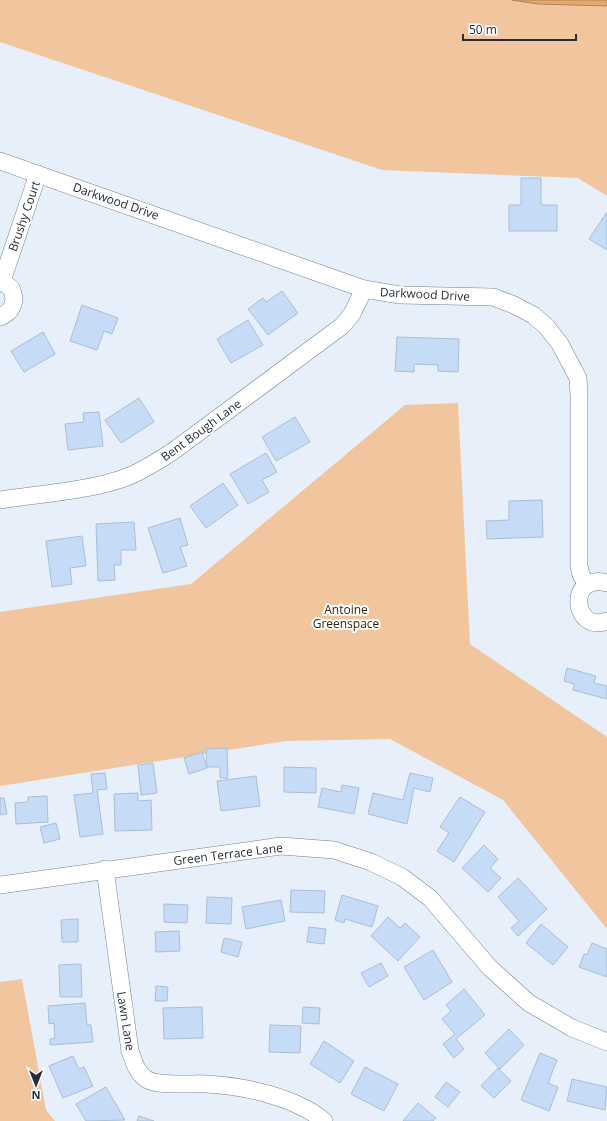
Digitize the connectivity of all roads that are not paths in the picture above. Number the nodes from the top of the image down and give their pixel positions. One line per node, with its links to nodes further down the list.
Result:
1 (0, 161): 2 (street, Darkwood Drive)
2 (38, 174): 3 (street, Brushy Court); 4 (street, Darkwood Drive)
3 (1, 281): 5 (street, Brushy Court)
4 (364, 289): 6 (street, Bent Bough Lane); 8 (street, Darkwood Drive)
5 (0, 317)
6 (0, 500)
7 (607, 583): 8 (street)
8 (587, 585): 9 (street)
9 (607, 621)
10 (105, 870): 11 (street, Green Terrace Lane); 12 (street, Green Terrace Lane); 13 (street, Lawn Lane)
11 (0, 885)
12 (607, 1042)
13 (324, 1121)

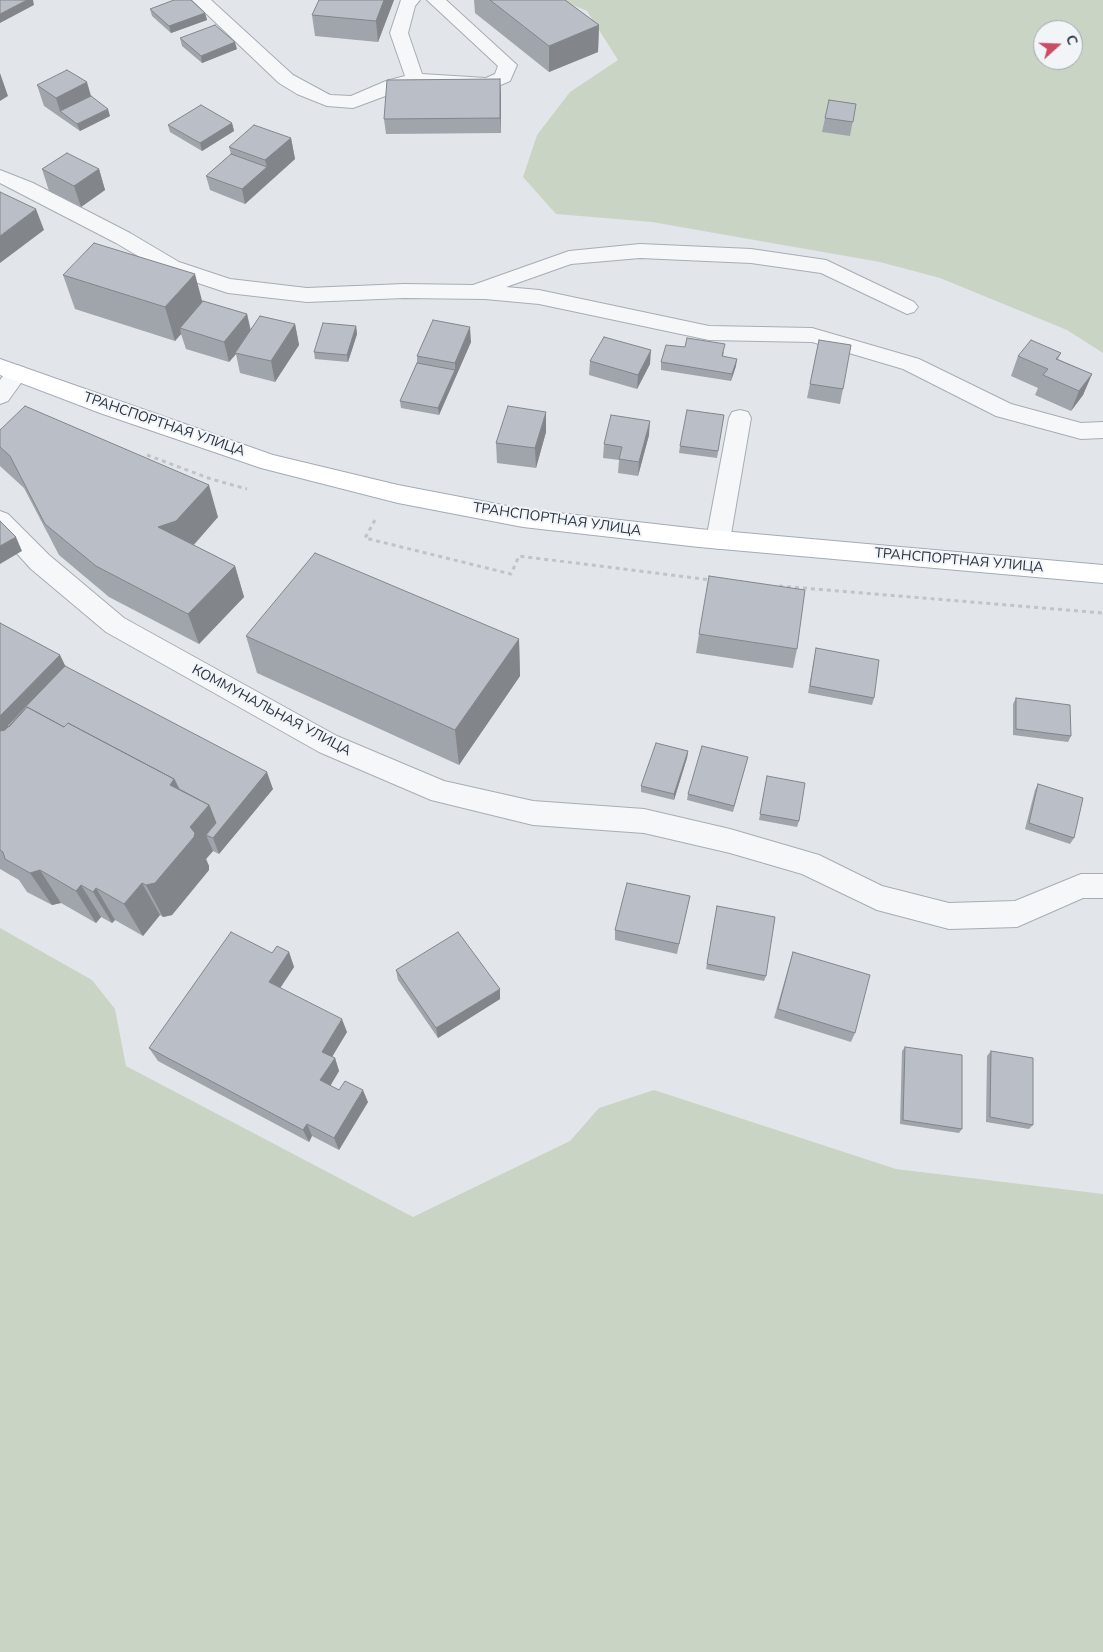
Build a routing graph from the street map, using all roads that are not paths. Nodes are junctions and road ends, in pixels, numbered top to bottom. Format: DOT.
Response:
graph roads {
  1 [pos="201,0"];
  2 [pos="411,0"];
  3 [pos="436,0"];
  4 [pos="415,79"];
  5 [pos="0,176"];
  6 [pos="472,292"];
  7 [pos="907,307"];
  8 [pos="7,373"];
  9 [pos="0,396"];
  10 [pos="740,418"];
  11 [pos="1103,430"];
  12 [pos="0,520"];
  13 [pos="718,540"];
  14 [pos="1103,574"];
  15 [pos="1103,886"];
  1 -- 4 [label="street"];
  2 -- 4 [label="street"];
  3 -- 4 [label="street"];
  5 -- 6 [label="street"];
  6 -- 7 [label="street"];
  6 -- 11 [label="street"];
  8 -- 9 [label="street"];
  8 -- 13 [label="main road, ТРАНСПОРТНАЯ УЛИЦА"];
  10 -- 13 [label="street"];
  12 -- 15 [label="street, КОММУНАЛЬНАЯ УЛИЦА"];
  13 -- 14 [label="main road, ТРАНСПОРТНАЯ УЛИЦА"];
}
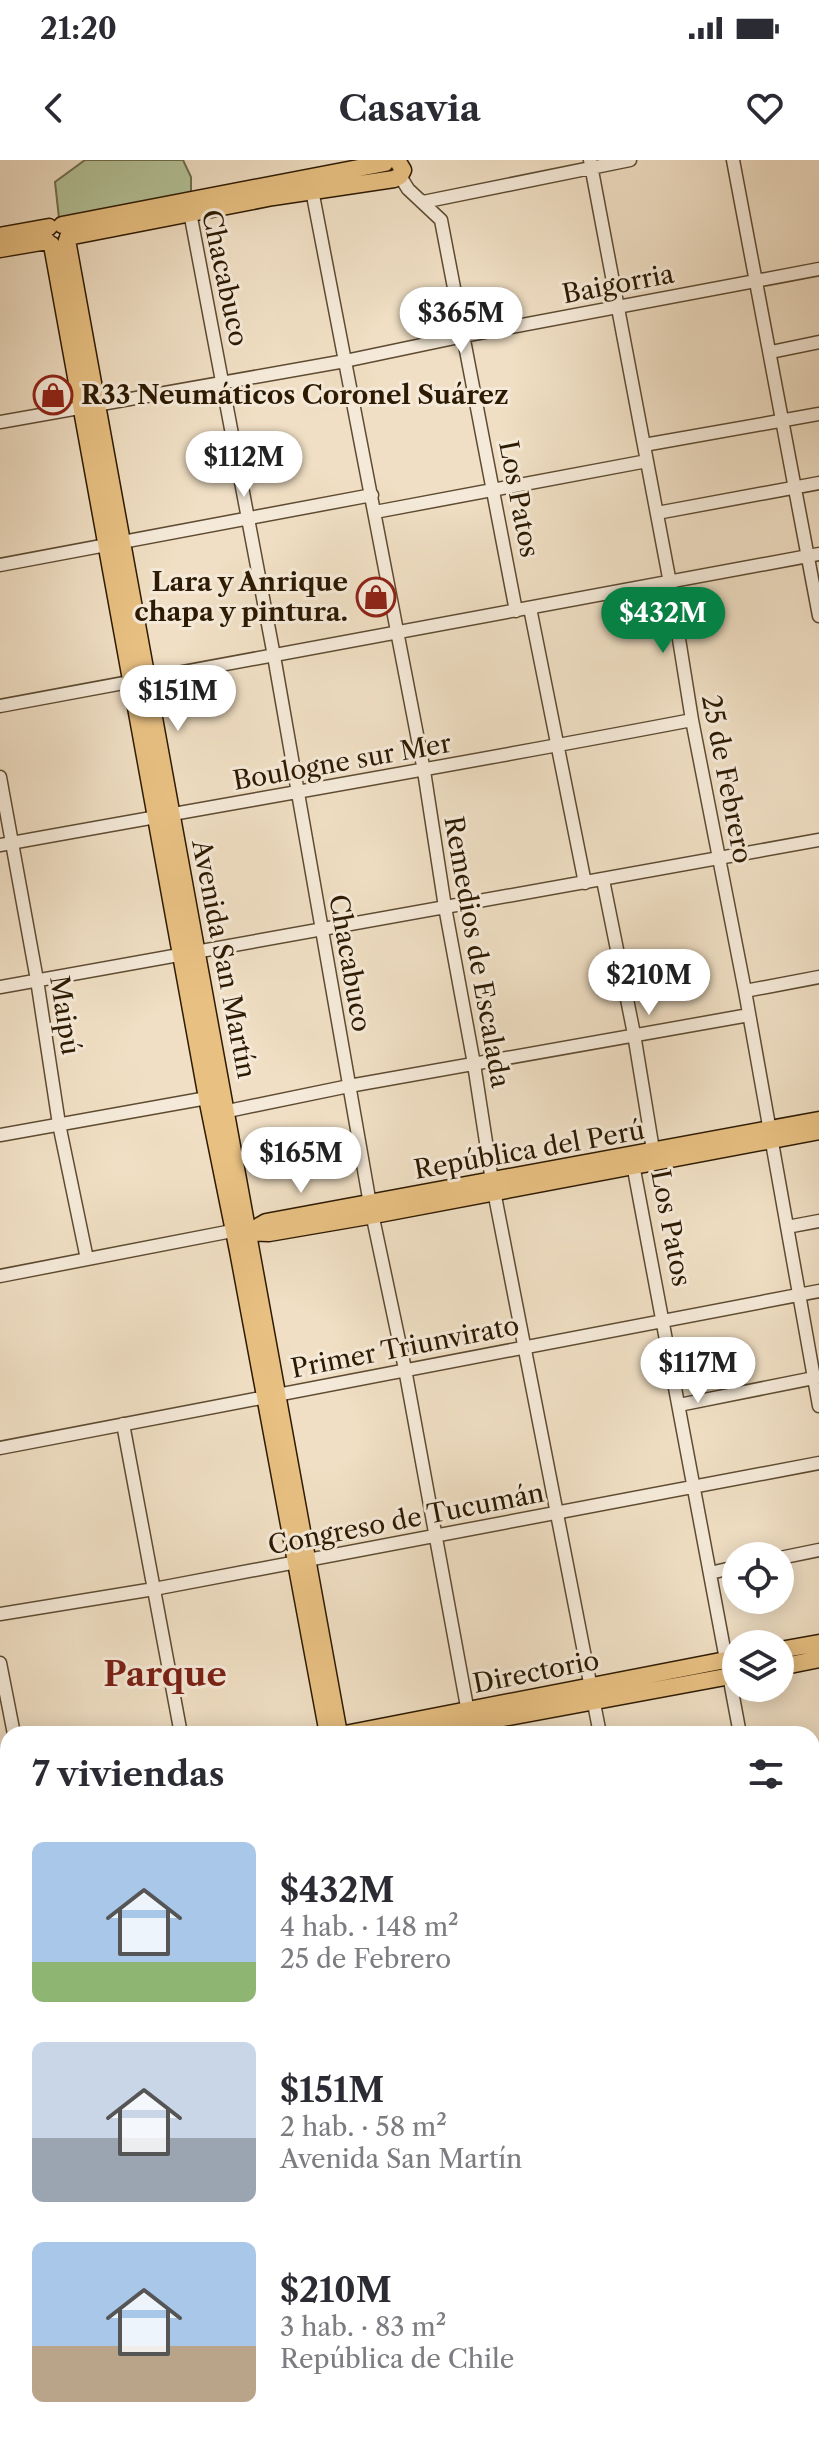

····················

▸ **Try it**
Return the whole listing exactly, minus its pictures.

▸ **Answer to this problem**
Digitize the connectivity of all roads that are not paths in the picture above. Number the nodes from the top of the image down and give their pixel positions. One line per node, with its links to nodes further down the list.
Result:
1 (0, 161): 2 (street, Darkwood Drive)
2 (38, 174): 3 (street, Brushy Court); 4 (street, Darkwood Drive)
3 (1, 281): 5 (street, Brushy Court)
4 (364, 289): 6 (street, Bent Bough Lane); 8 (street, Darkwood Drive)
5 (0, 317)
6 (0, 500)
7 (607, 583): 8 (street)
8 (587, 585): 9 (street)
9 (607, 621)
10 (105, 870): 11 (street, Green Terrace Lane); 12 (street, Green Terrace Lane); 13 (street, Lawn Lane)
11 (0, 885)
12 (607, 1042)
13 (324, 1121)

Build a routing graph from the street map, using all roads that are not paths. Nodes are junctions and road ends, in pixels, numbered top to bottom. Format: DOT.
Response:
graph roads {
  1 [pos="201,0"];
  2 [pos="411,0"];
  3 [pos="436,0"];
  4 [pos="415,79"];
  5 [pos="0,176"];
  6 [pos="472,292"];
  7 [pos="907,307"];
  8 [pos="7,373"];
  9 [pos="0,396"];
  10 [pos="740,418"];
  11 [pos="1103,430"];
  12 [pos="0,520"];
  13 [pos="718,540"];
  14 [pos="1103,574"];
  15 [pos="1103,886"];
  1 -- 4 [label="street"];
  2 -- 4 [label="street"];
  3 -- 4 [label="street"];
  5 -- 6 [label="street"];
  6 -- 7 [label="street"];
  6 -- 11 [label="street"];
  8 -- 9 [label="street"];
  8 -- 13 [label="main road, ТРАНСПОРТНАЯ УЛИЦА"];
  10 -- 13 [label="street"];
  12 -- 15 [label="street, КОММУНАЛЬНАЯ УЛИЦА"];
  13 -- 14 [label="main road, ТРАНСПОРТНАЯ УЛИЦА"];
}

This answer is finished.